I rang my friend up earlier with my iphone 4.
i thought hang on a minute...
Difference between Chris Moyles and his listeners?
His listeners eventually grow up.
I asked my wife where was my dinner..... She went on a right one, screaming that if I gave her a hand it would be done quicker... so I gave her a hand......... a right one........ I'm still waiting for my dinner and she seems to be having a kip on the kitchen floor. On the positive side she's gone all quiet now.....
I phoned the police today.
We hadn't chatted in ages...
I was trying to think of a name for a band and all I could come up with was 'The Telephones'.
I thought it had a ring to it.
BBC News: Texas Homes Destroyed By Wildfire.
I didn't know HTC had an app for that!
I was upset when my wife told me I was too pedestrian about life.
So I went for a waik.
Even the families of staff at Clinton will be sending their loved one a sadface text message rather than forking out three quid on a card
What were the three quickest ways to get a message to as many people as possible in as short a time as possible before email?
I was exchanging emails with a 45 year old bloke for ages and we arranged to meet.
When I got there, it turned out to be some really fit bird my age. How disappointing.
I went into the estate agents today I said "Hi, I wondered if you could help me I have a flat?"
The estate agent said "Oh, are you looking to sell it?"
I said "No, I'm looking to blow it back up."
*IF YOU CAN READ THIS*
Then you're probably not using a Blackberry
O2 is the most unselfish lover ever.
Its just gone down on the whole country.
What would you do with your unlimited texts from orange, if you top up just 15 per month using their new offer?
I'd text o2 and thank them for coming up with the idea three years ago...
I've started a mobile phone network that covers 1% of the UK.
I'm going to sell it to Vodafone.
As a student nurse I had little money for meals so I ate the awful food provided at the hospital canteen.I often took my break in the ward kitchen and sometimes kindly visitors would hand in treats they had brought for patients who had not wanted to eat them.One night a woman brought a pie to the kitchen and said, ' Would you eat this up, love. '
The pie was absolutely delicious,full of meat with a light golden pastry,I ate it in next to no time.

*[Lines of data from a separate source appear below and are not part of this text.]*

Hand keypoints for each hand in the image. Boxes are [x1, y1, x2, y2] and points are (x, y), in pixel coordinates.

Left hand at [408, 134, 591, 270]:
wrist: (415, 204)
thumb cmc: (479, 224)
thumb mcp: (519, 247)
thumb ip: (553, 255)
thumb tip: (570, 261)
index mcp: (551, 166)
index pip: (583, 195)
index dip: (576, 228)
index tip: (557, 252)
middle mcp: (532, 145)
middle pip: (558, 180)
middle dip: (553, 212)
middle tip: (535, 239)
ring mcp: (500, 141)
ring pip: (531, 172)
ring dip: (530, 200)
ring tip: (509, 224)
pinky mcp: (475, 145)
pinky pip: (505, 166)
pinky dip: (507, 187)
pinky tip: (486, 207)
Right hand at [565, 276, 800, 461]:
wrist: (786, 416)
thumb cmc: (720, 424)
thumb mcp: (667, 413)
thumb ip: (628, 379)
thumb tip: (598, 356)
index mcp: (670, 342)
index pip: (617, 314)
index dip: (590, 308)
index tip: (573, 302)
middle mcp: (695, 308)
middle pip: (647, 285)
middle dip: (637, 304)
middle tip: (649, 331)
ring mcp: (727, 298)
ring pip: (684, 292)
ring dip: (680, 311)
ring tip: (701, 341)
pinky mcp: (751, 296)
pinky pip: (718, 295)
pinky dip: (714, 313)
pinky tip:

Soon the woman returned and said, ' Is me 'usbands pie 'ot enough yet? '
Who else joins the 'Lost my phone, numbers please...' Facebook groups, just to rob the numbers of people you'd never normally get them off
Texting - Because a 5 minute conversation should take all day.
I just got a weird text from my best friend saying,
"Mate, I'm actually in the future right now and robots do absolutely everything for us humans"
Sent by my android.
I met this really cute girl I thought was way out my league last week in a club. I thinks she was a bit drunk but it seemed to help and I got her phone number! Now she texts me all the time:
'pls stop texting me'
'i dnt want u fllwing me agen'
'wht wer u doin in my grdn lst nite?'
'im goin 2 call the plc'
My wife was on the phone sorting out our insurance.
"And your postcode?", asked the operator.
"TW7 5HQ", my wife replied. "That's T for train, W for woman, H for house and Q for Cuba."
I swear to God I could've slapped her!
"iPad. There's no right way and no wrong way"- to hold it.
If only the iPhone was this advanced
I update my facebook status using my Blackberry so as people think I am out and have a life.
Did you know that the bluetooth mobile headset was invented by a German man?
My wife asked "Did you remember to send that fax for me?"
"Yes" I replied "I sent it this morning."
"Ha got you!" she said "You didn't send it, I've just seen it on your desk."